Pour la première exposition depuis sa réouverture en décembre 2018, le musée Girodet frappe fort. Il fait revivre en ses murs le Salon de 1819 et l’affrontement mythique dont il fut le théâtre : Girodet face à Géricault, Le radeau de la Méduse face à Pygmalion et Galatée. Si ces deux immenses chefs-d’œuvre cohabitent aujourd’hui dans le plus grand calme sur les cimaises du Louvre, leur confrontation au Salon fit un tel bruit que les visiteurs du musée de Montargis pourront encore en percevoir l’écho. Longtemps éclipsé par le retentissement du Salon de 1824, celui de 1819 apparaît enfin, grâce au travail considérable effectué par les commissaires Bruno Chenique et Sidonie Lemeux-Fraitot, comme l’acte fondateur de la grande « bataille romantique » du XIXe siècle français.
Tout oppose en effet ces toiles de Girodet – prêtée par le Louvre, et de Géricault – représentée grâce à l’envoi d’une copie ancienne conservée à Rochefort. D’un côté l’idéal et la grâce de l’Antique, exprimés avec la plus grande délicatesse par le pinceau de Girodet, et de l’autre la touche libre et vigoureuse de Géricault, mise au service d’un événement contemporain sordide. Au sortir de la Révolution et de l’Empire, le conflit des Anciens et des Modernes est plus politisé que jamais ; les critiques républicains s’enflamment pour Le Radeau, prudemment présenté comme une Scène de Naufrage, et veulent y voir celui de la monarchie. Les royalistes, condamnant à l’unanimité ce tableau décadent, célèbrent en Pygmalion et Galatée un sommet inégalé de l’art français. À la mesure du scandale causé par son jeune rival, le triomphe de Girodet est complet, consacré par le compliment du duc de Berry. Séduit par les pieds d’albâtre de Galatée, le prince remercie le peintre publiquement, « au nom de la France ».
Quatre ans après l’accession au trône de Louis XVIII, le Salon s’accommode de la Restauration, et les peintres favorables au rétablissement de la monarchie y sont largement représentés. On reconnaît ainsi dans la première salle quelques héros de la Vendée, dont le roi avait symboliquement commandé les portraits en 1816. Plus loin, le peintre Philippe-Jacques van Brée évoque de manière à peine voilée le souvenir de Marie-Antoinette, figurant Marie Stuart au moment où on vient la chercher pour aller à la mort…

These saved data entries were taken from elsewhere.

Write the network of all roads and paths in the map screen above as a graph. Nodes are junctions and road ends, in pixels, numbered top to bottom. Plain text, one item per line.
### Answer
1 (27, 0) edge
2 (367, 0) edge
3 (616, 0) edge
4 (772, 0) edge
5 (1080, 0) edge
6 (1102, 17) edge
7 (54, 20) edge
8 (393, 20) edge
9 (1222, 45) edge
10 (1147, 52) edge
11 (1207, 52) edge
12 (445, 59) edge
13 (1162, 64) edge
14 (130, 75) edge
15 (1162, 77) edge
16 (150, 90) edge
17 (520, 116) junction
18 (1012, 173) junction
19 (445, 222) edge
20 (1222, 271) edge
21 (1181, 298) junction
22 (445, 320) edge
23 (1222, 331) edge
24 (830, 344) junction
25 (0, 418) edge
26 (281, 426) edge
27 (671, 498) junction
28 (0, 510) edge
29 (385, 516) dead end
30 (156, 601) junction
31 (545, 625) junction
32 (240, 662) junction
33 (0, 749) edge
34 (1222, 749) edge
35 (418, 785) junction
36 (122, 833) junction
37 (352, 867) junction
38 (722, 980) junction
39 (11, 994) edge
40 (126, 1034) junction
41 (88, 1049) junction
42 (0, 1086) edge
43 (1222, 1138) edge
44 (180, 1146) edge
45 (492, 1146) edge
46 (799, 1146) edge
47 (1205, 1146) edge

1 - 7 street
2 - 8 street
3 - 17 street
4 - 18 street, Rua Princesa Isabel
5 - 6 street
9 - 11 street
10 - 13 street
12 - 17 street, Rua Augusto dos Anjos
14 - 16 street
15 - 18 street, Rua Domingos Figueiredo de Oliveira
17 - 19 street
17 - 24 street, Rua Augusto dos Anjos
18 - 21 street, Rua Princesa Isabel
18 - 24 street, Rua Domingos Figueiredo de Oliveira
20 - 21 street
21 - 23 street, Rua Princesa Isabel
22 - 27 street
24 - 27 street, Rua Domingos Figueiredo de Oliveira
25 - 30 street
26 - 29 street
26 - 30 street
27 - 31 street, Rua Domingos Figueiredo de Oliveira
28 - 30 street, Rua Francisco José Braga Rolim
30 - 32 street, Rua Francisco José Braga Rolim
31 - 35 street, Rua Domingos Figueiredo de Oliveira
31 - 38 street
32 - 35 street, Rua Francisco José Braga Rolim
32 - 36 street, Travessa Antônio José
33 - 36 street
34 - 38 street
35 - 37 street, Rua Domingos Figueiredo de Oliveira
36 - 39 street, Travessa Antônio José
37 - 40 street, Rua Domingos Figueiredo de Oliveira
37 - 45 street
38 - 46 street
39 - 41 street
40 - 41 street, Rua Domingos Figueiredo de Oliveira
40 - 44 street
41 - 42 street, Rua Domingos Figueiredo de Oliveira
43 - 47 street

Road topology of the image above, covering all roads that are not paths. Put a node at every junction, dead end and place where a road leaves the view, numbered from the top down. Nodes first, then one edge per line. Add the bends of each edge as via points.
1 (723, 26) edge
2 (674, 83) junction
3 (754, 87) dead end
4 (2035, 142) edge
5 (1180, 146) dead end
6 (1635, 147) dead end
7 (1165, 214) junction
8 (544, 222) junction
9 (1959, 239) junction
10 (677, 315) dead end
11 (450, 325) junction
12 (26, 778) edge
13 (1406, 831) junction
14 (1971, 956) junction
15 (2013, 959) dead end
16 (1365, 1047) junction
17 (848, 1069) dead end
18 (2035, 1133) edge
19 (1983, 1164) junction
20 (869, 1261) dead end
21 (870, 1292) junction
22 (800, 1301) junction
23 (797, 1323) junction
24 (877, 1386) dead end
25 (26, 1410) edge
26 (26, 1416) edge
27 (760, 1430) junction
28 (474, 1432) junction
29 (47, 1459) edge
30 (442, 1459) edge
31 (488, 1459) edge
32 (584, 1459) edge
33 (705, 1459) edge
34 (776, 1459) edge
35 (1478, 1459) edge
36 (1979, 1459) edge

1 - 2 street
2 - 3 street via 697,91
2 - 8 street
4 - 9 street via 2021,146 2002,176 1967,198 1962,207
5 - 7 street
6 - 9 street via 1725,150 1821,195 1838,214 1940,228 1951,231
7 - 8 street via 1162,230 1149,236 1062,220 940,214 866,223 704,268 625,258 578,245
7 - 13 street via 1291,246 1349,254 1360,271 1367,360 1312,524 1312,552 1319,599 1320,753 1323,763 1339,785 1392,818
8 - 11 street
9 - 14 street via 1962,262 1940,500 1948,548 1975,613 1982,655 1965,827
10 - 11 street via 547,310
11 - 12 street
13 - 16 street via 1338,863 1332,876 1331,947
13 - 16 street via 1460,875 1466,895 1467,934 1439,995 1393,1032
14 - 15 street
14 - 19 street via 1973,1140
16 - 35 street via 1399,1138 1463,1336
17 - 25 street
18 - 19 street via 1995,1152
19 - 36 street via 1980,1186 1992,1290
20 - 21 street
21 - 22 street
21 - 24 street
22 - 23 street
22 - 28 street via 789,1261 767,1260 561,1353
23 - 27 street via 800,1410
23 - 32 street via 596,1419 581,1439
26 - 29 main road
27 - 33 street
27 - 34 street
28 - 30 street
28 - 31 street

On note également le nouvel essor des sujets religieux, à une époque où l’on redécore les églises parisiennes, telle l’impressionnante Descente de Jésus-Christ dans les limbes commandée à Pierre-François Delorme pour Notre-Dame de Paris, ici illustrée par une esquisse. En plus d’importantes inventions techniques comme la lithographie, ou l’usage (néfaste) du bitume, le Salon de 1819 voit apparaître de nombreuses innovations esthétiques. Si les audaces d’Ingres, qui expose cette année-là son Odalisque restent incomprises, le romantisme commence à s’épanouir de mille façons, tant par le goût des temps passés que celui des terres lointaines. Le style troubadour et la vogue orientaliste sont même réunis dans une toile étonnante, Filippo Lippi esclave à Alger, présentée au Salon par le méconnu Pierre-Nolasque Bergeret. L’exposition fourmille de redécouvertes, et met en lumière des artistes oubliés comme la peintre Louise Rose Julie Duvidal de Montferrier et des œuvres inédites comme le Bon Samaritain du musée des beaux-arts d’Orléans. Grâce au concours de la directrice de ce dernier, Olivia Voisin, ce grand format spectaculaire peint par Nicolas Sébastien Frosté a pu sortir des réserves et être restauré.
Judicieusement déployés dans les galeries hautes du musée Girodet, dont l’architecture s’inspire de celles du Palais du Louvre où se tenait le Salon, les tableaux de l’exposition sont accrochés « en tapisserie », c’est-à-dire à touche-touche. Cette disposition présente un double avantage : elle recrée aussi fidèlement que possible l’atmosphère du XIXe siècle, et permet de présenter un grand nombre d’œuvres, certaines pour la première fois depuis deux cents ans. Si l’on peut déplorer l’absence de cartels détaillés dans l’exposition, le catalogue fait en revanche preuve d’une exigence remarquable. L’ouvrage, riche en essais, explore un sujet encore loin d’être épuisé par l’histoire de l’art.
« Girodet face à Géricault », jusqu’au 12 janvier 2020, Musée Girodet, 2, rue du Faubourg de la Chaussée, 45200 Montargis.